Required action:
Would you please copy each line of the data in which the string "Sosa" occurs?

Data entries:
□ □ □ □ □ □ □
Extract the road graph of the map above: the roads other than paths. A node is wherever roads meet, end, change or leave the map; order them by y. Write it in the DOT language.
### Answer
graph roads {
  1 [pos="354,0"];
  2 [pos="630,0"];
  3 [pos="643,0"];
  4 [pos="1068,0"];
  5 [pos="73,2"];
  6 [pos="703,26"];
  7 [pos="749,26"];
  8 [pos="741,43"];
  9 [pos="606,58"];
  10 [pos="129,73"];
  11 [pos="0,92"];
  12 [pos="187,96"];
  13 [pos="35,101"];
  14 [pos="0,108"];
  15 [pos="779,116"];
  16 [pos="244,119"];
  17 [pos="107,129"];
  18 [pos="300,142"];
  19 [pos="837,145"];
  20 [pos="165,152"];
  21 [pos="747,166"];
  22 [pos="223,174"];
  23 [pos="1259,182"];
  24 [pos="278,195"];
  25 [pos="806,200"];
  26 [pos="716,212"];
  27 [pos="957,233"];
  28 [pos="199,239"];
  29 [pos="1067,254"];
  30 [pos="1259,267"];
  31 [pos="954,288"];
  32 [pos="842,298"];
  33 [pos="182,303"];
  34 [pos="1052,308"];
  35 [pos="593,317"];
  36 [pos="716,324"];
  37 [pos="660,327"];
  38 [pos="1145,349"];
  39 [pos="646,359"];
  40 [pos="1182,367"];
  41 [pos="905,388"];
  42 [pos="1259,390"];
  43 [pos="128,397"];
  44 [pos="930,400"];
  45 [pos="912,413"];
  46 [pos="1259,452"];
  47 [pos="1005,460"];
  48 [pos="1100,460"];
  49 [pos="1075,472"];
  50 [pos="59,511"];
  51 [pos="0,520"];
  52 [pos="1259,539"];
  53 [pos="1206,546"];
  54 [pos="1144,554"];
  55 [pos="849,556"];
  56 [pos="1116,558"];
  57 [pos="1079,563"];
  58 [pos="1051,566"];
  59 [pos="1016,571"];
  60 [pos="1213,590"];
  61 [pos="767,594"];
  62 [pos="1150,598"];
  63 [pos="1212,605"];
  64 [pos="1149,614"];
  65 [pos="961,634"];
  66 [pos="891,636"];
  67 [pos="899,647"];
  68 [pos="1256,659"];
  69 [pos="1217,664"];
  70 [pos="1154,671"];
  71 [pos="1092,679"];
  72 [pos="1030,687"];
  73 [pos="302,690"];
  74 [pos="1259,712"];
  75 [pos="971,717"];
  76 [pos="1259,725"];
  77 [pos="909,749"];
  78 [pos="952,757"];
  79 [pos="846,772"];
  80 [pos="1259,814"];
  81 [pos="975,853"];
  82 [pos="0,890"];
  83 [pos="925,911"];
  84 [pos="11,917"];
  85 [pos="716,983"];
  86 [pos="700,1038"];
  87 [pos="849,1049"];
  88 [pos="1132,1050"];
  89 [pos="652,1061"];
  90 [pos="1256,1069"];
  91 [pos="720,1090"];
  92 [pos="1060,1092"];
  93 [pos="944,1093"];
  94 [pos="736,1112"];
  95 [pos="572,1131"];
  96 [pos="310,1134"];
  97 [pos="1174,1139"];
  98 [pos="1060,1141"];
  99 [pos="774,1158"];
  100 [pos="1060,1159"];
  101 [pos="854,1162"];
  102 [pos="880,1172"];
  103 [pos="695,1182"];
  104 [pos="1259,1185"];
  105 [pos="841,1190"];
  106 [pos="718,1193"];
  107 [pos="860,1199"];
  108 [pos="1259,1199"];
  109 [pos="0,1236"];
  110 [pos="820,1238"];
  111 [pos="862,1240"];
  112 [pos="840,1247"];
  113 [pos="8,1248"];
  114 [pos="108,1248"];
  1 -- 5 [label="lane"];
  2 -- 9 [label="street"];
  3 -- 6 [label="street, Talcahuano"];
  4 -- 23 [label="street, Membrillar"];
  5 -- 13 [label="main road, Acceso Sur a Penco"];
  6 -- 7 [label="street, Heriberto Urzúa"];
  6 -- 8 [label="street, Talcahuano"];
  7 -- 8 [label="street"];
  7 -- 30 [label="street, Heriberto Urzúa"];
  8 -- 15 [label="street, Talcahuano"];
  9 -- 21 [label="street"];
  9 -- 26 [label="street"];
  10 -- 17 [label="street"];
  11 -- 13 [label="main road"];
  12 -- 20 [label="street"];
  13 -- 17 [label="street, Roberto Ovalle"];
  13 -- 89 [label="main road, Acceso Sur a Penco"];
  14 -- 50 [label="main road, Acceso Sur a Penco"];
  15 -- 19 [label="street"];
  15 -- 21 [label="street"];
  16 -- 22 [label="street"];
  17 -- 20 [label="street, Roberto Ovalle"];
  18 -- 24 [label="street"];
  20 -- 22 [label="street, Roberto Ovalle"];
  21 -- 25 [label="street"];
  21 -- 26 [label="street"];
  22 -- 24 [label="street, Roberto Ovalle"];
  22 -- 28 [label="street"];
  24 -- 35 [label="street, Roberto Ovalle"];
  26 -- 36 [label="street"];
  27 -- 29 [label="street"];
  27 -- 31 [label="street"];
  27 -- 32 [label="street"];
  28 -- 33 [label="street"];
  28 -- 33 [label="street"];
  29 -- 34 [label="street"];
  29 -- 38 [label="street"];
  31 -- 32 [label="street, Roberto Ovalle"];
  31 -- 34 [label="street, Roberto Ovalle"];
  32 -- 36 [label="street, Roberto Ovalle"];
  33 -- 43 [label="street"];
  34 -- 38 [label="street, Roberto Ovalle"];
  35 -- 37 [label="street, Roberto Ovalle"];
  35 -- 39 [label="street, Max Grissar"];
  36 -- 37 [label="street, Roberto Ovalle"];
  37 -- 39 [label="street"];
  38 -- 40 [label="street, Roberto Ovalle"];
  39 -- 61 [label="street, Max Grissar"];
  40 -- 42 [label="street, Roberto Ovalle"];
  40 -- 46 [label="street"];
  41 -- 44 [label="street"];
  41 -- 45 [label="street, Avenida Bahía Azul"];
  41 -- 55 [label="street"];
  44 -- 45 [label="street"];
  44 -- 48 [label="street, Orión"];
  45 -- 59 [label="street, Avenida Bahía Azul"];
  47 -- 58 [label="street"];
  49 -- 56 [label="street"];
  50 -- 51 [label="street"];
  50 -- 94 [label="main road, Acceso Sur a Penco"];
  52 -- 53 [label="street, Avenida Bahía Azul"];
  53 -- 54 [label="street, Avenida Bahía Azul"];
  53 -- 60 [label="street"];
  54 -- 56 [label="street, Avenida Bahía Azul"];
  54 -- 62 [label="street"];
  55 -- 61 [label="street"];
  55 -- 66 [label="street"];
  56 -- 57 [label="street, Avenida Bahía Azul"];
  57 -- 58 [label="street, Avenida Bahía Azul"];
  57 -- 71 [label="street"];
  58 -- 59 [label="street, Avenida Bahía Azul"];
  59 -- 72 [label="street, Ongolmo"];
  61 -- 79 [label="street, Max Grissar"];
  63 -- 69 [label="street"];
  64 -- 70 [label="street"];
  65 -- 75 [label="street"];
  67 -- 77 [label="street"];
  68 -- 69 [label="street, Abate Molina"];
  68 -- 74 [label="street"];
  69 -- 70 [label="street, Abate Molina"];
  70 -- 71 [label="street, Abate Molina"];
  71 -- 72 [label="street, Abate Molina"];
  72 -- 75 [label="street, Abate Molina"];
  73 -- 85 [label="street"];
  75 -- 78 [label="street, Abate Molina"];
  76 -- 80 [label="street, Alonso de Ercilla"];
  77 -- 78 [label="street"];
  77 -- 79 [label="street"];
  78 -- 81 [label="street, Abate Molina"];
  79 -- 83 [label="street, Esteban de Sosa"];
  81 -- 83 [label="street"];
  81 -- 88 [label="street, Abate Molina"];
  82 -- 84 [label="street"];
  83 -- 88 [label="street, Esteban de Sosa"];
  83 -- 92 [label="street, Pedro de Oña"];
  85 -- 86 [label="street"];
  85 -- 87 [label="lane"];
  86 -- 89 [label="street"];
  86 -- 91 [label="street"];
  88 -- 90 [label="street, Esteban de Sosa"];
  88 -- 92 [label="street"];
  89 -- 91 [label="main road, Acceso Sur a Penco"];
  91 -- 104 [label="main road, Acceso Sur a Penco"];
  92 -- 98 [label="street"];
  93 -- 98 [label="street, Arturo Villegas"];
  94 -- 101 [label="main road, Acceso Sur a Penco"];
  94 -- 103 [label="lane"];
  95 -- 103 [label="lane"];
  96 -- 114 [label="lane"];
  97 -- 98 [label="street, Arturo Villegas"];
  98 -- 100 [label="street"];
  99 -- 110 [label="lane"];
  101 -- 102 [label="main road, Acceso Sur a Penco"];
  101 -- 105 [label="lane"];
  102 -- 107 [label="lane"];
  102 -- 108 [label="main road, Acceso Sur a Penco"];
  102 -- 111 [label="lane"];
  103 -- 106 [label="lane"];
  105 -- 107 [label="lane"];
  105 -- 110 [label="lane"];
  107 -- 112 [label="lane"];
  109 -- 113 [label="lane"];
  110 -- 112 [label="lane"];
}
□ □ □ □ □ □ □
Exercise solution:
  79 -- 83 [label="street, Esteban de Sosa"];
  83 -- 88 [label="street, Esteban de Sosa"];
  88 -- 90 [label="street, Esteban de Sosa"];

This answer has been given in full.